> What you should do
Every line below needs to be printed again exactly, without any of its pictures.

> Task inputs
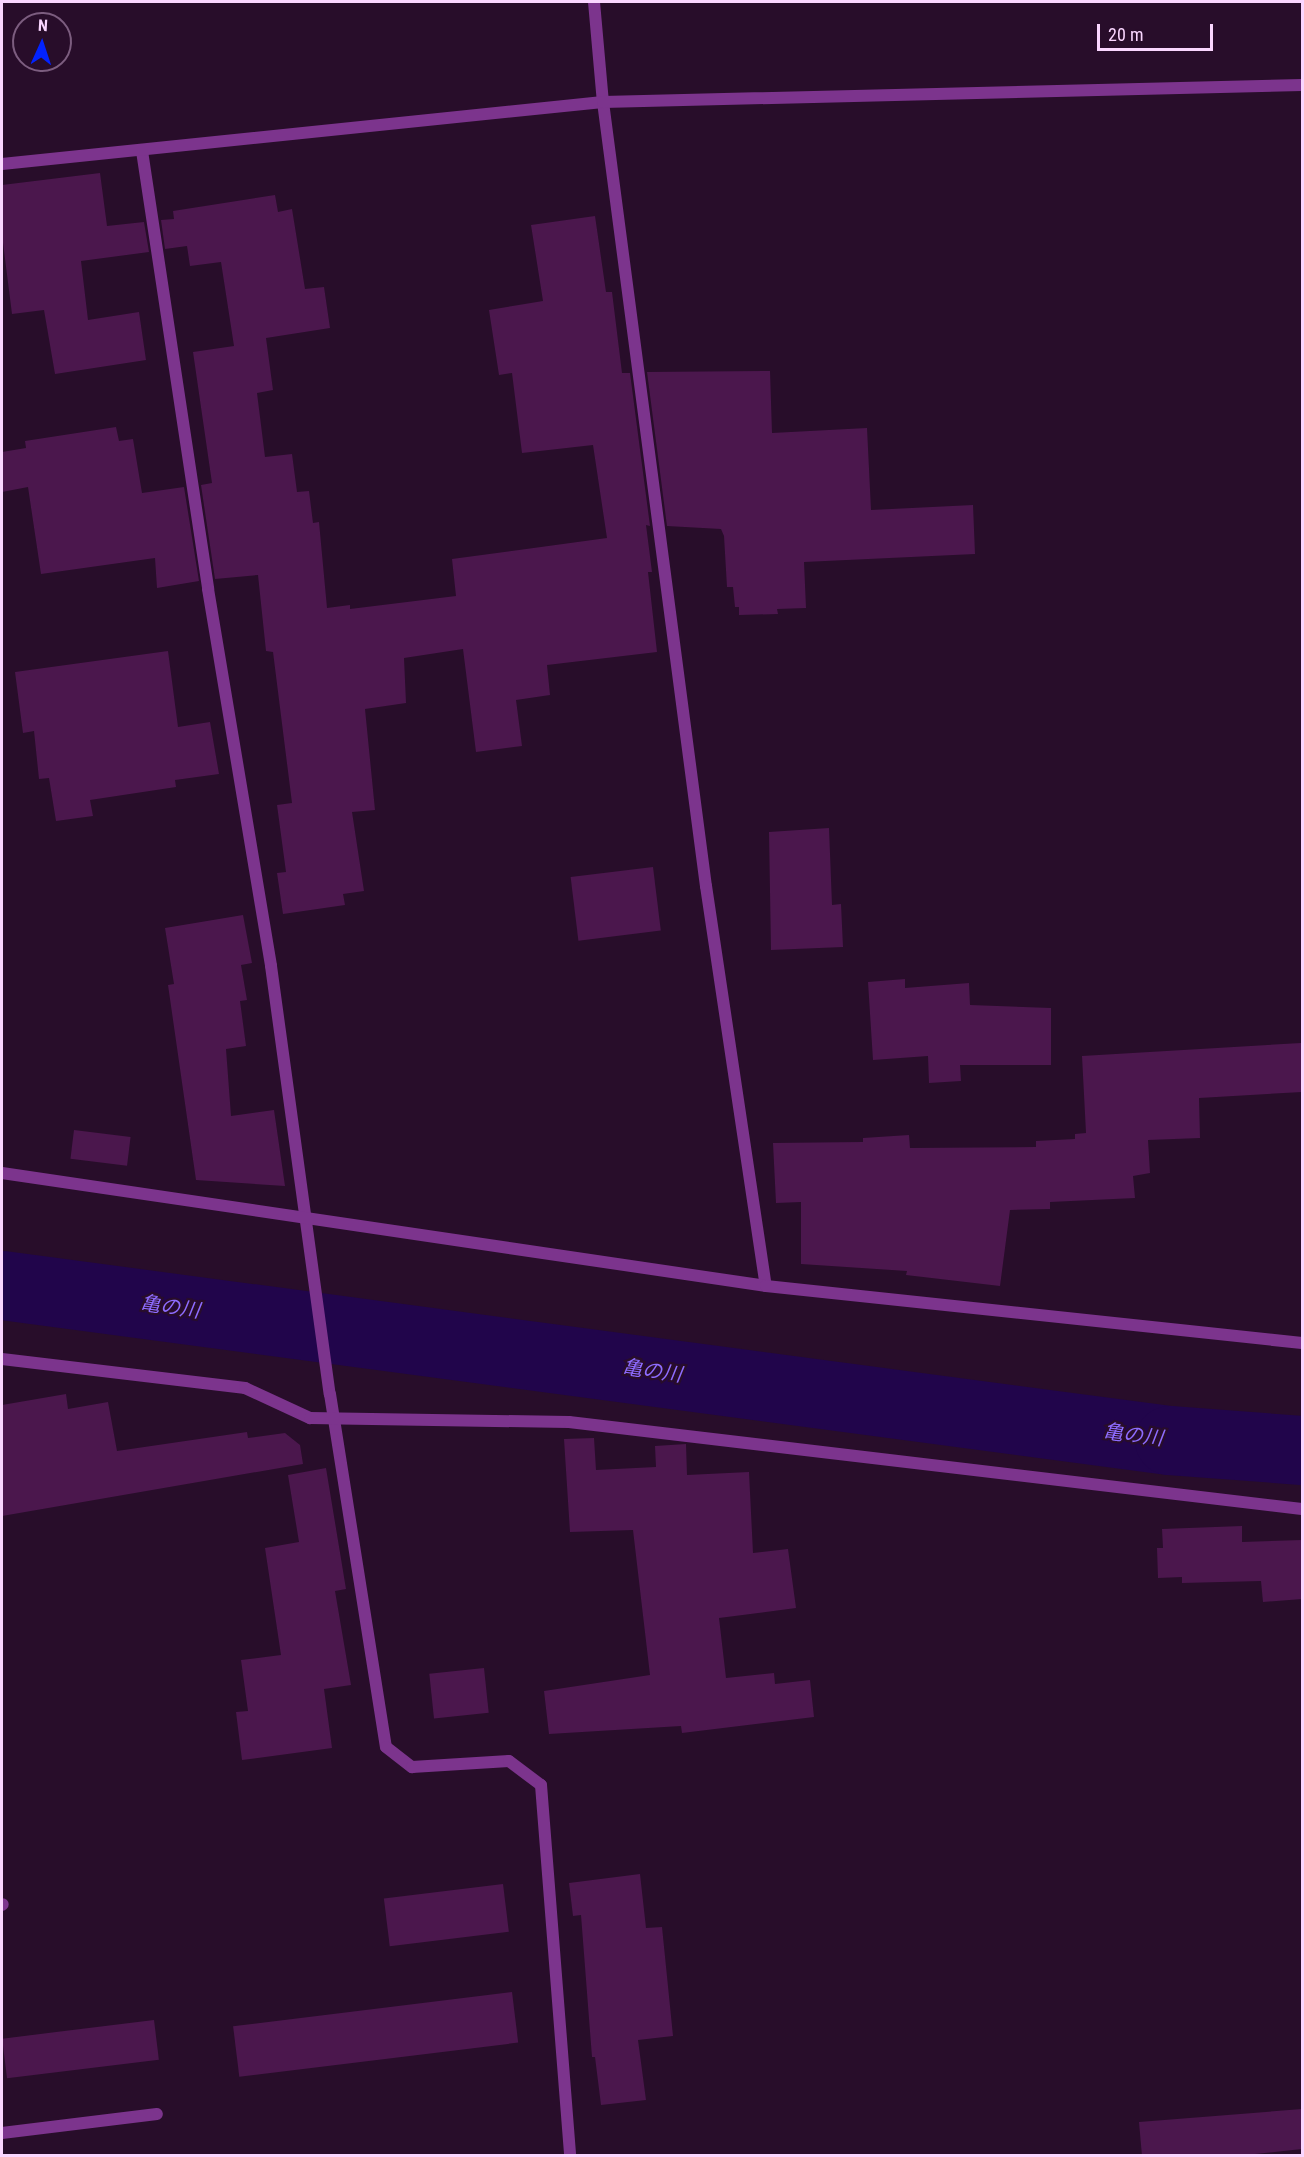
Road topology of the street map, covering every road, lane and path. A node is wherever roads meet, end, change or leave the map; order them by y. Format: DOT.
graph roads {
  1 [pos="594,2"];
  2 [pos="1302,86"];
  3 [pos="603,102"];
  4 [pos="142,151"];
  5 [pos="2,164"];
  6 [pos="2,1173"];
  7 [pos="306,1215"];
  8 [pos="766,1286"];
  9 [pos="1302,1343"];
  10 [pos="2,1359"];
  11 [pos="334,1421"];
  12 [pos="1302,1509"];
  13 [pos="157,2114"];
  14 [pos="2,2133"];
  15 [pos="570,2156"];
  1 -- 3 [label="street"];
  2 -- 3 [label="street"];
  3 -- 4 [label="street"];
  3 -- 8 [label="street"];
  4 -- 5 [label="street"];
  4 -- 7 [label="street"];
  6 -- 7 [label="street"];
  7 -- 8 [label="street"];
  7 -- 11 [label="street"];
  8 -- 9 [label="street"];
  10 -- 11 [label="street"];
  11 -- 12 [label="street"];
  11 -- 15 [label="street"];
  13 -- 14 [label="street"];
}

> Completed exercise
Road topology of the street map, covering every road, lane and path. A node is wherever roads meet, end, change or leave the map; order them by y. Format: DOT.
graph roads {
  1 [pos="594,2"];
  2 [pos="1302,86"];
  3 [pos="603,102"];
  4 [pos="142,151"];
  5 [pos="2,164"];
  6 [pos="2,1173"];
  7 [pos="306,1215"];
  8 [pos="766,1286"];
  9 [pos="1302,1343"];
  10 [pos="2,1359"];
  11 [pos="334,1421"];
  12 [pos="1302,1509"];
  13 [pos="157,2114"];
  14 [pos="2,2133"];
  15 [pos="570,2156"];
  1 -- 3 [label="street"];
  2 -- 3 [label="street"];
  3 -- 4 [label="street"];
  3 -- 8 [label="street"];
  4 -- 5 [label="street"];
  4 -- 7 [label="street"];
  6 -- 7 [label="street"];
  7 -- 8 [label="street"];
  7 -- 11 [label="street"];
  8 -- 9 [label="street"];
  10 -- 11 [label="street"];
  11 -- 12 [label="street"];
  11 -- 15 [label="street"];
  13 -- 14 [label="street"];
}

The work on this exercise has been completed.